Background Design thinking allows challenging problems to be redefined in order to identify alternative user-center strategies and solutions. To address the many challenges associated with collecting and reporting data during the 2014 Ebola outbreak in Guinea, Liberia and Sierra Leone, we used a design thinking approach to build the Global Ebola Laboratory Data collection and reporting system. Main text We used the five-stage Design Thinking model proposed by Hasso-Plattner Institute of Design at Stanford in Guinea, Liberia and Sierra Leone. This approach offers a flexible model which focuses on empathizing, defining, ideating, prototyping, and testing. A strong focus of the methodology includes end-users’ feedback from the beginning to the end of the process. This is an iterative methodology that continues to adapt according to the needs of the system. The stages do not need to be sequential and can be run in parallel, out of order, and repeated as necessary. Design thinking was used to develop a data collection and reporting system, which contains all laboratory data from the three countries during one of the most complicated multi-country outbreaks to date.
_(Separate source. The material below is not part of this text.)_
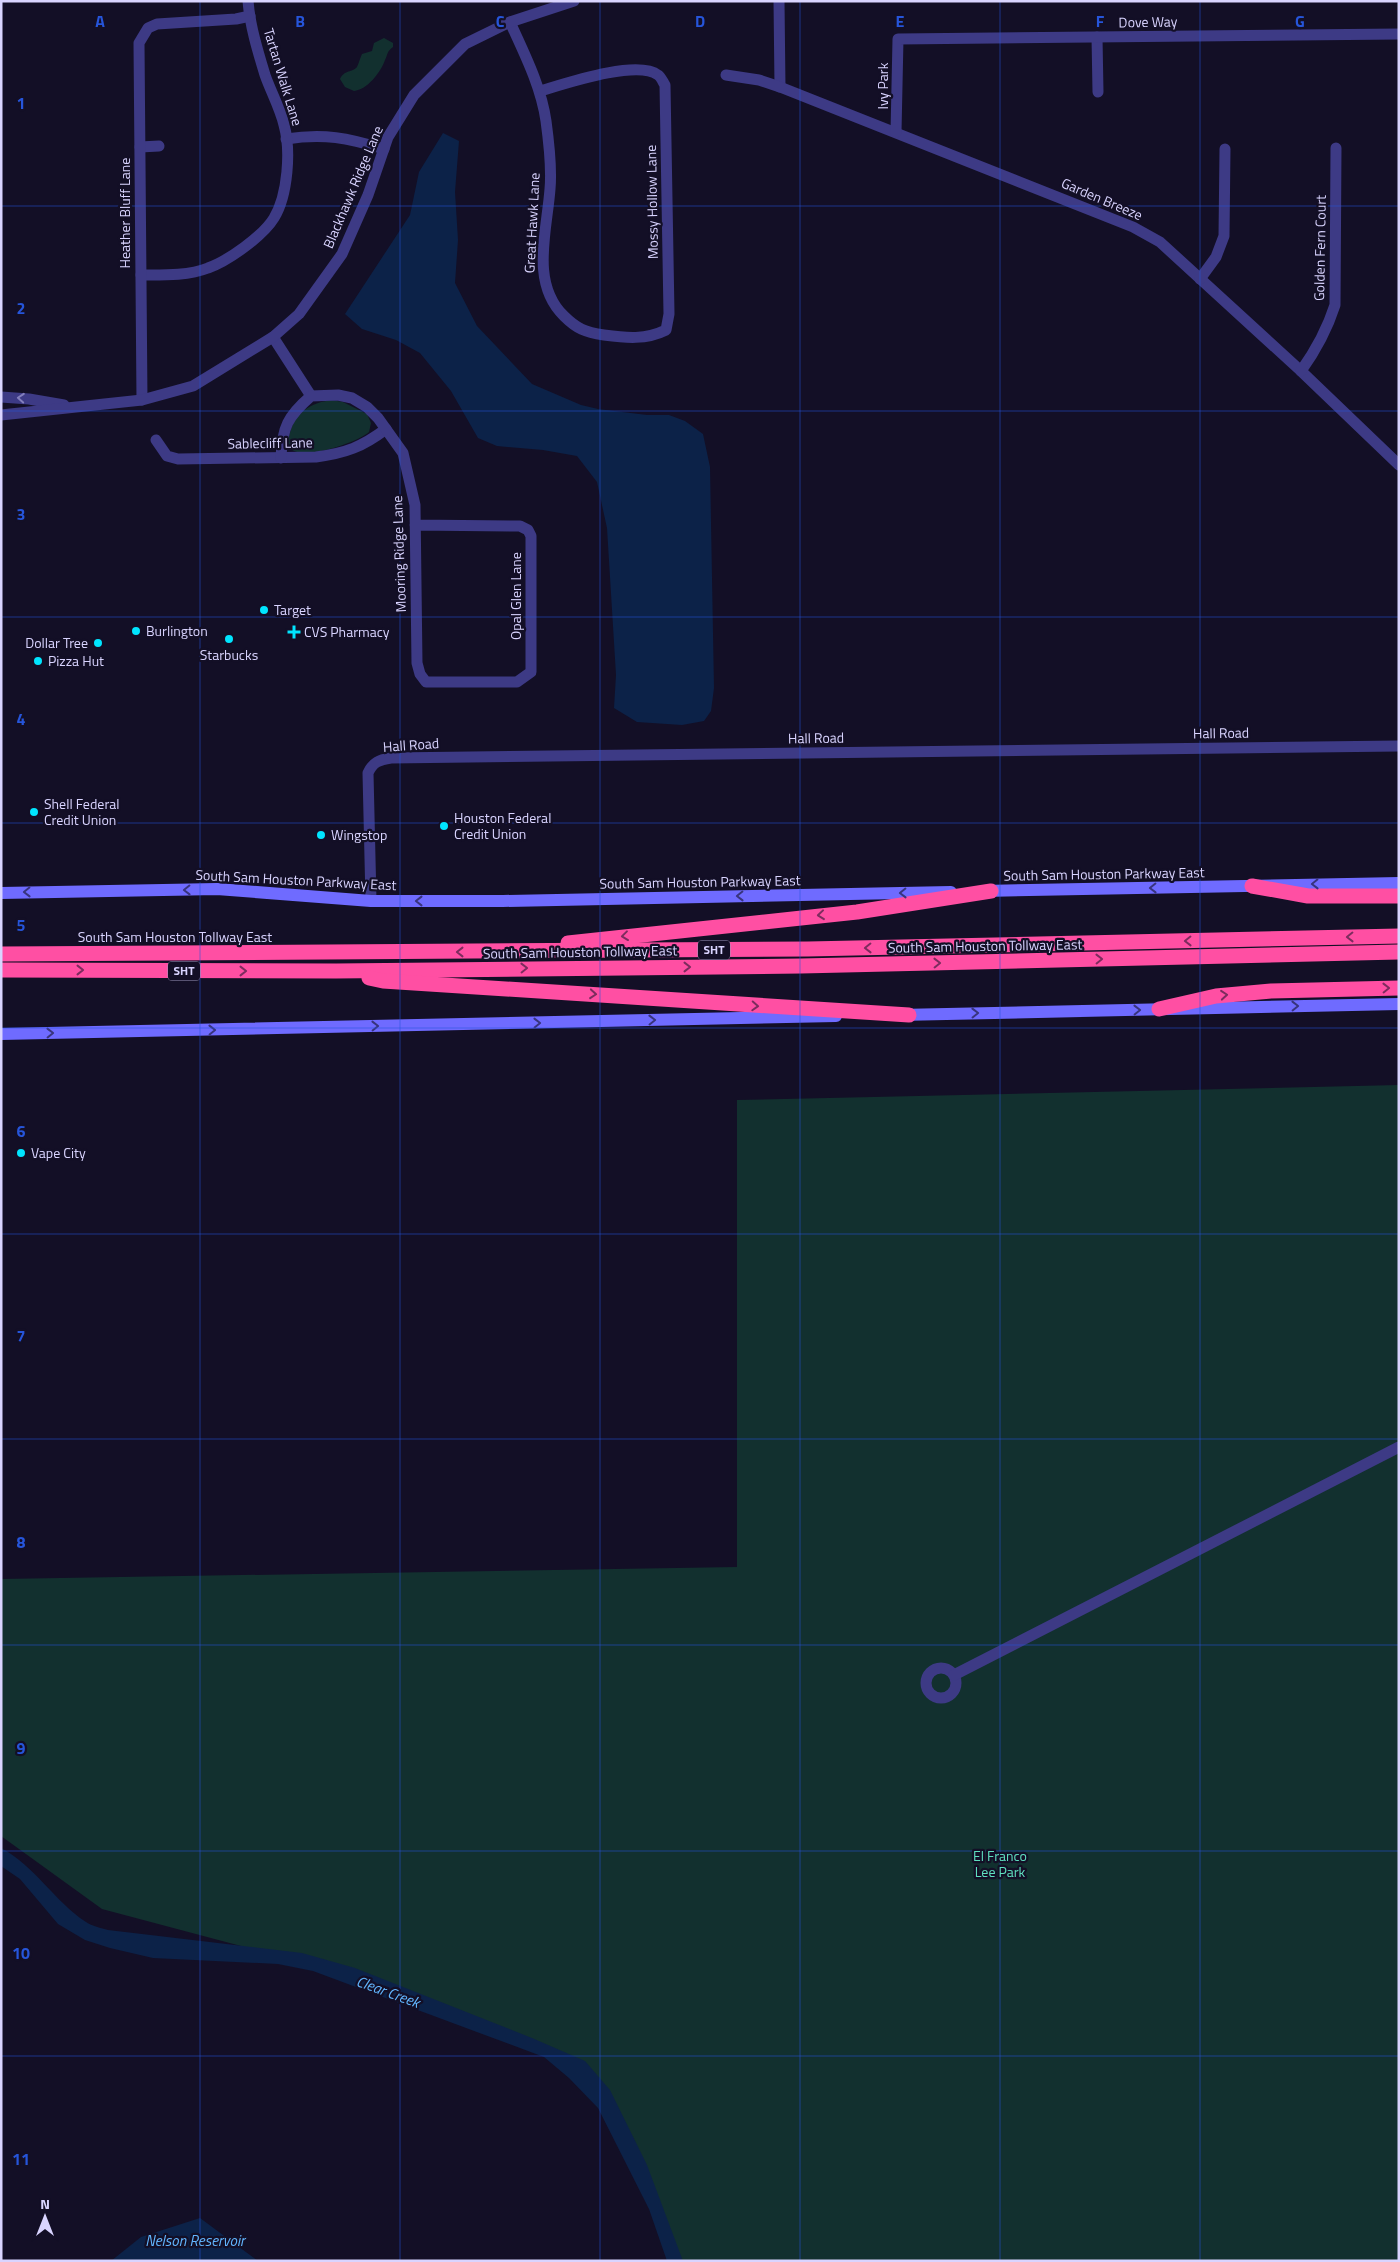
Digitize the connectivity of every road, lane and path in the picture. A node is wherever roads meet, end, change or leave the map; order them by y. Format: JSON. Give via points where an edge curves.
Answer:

The data collection and reporting system was used to orient the response interventions at the district, national, and international levels within the three countries including generating situation reports, monitoring the epidemiological and operational situations, providing forecasts of the epidemic, and supporting Ebola-related research and the Ebola National Survivors programs within each country. Conclusions Our study demonstrates the numerous benefits that arise when using a design thinking methodology during an outbreak to solve acute challenges within the national health information system and the authors recommend it’s use during future complex outbreaks.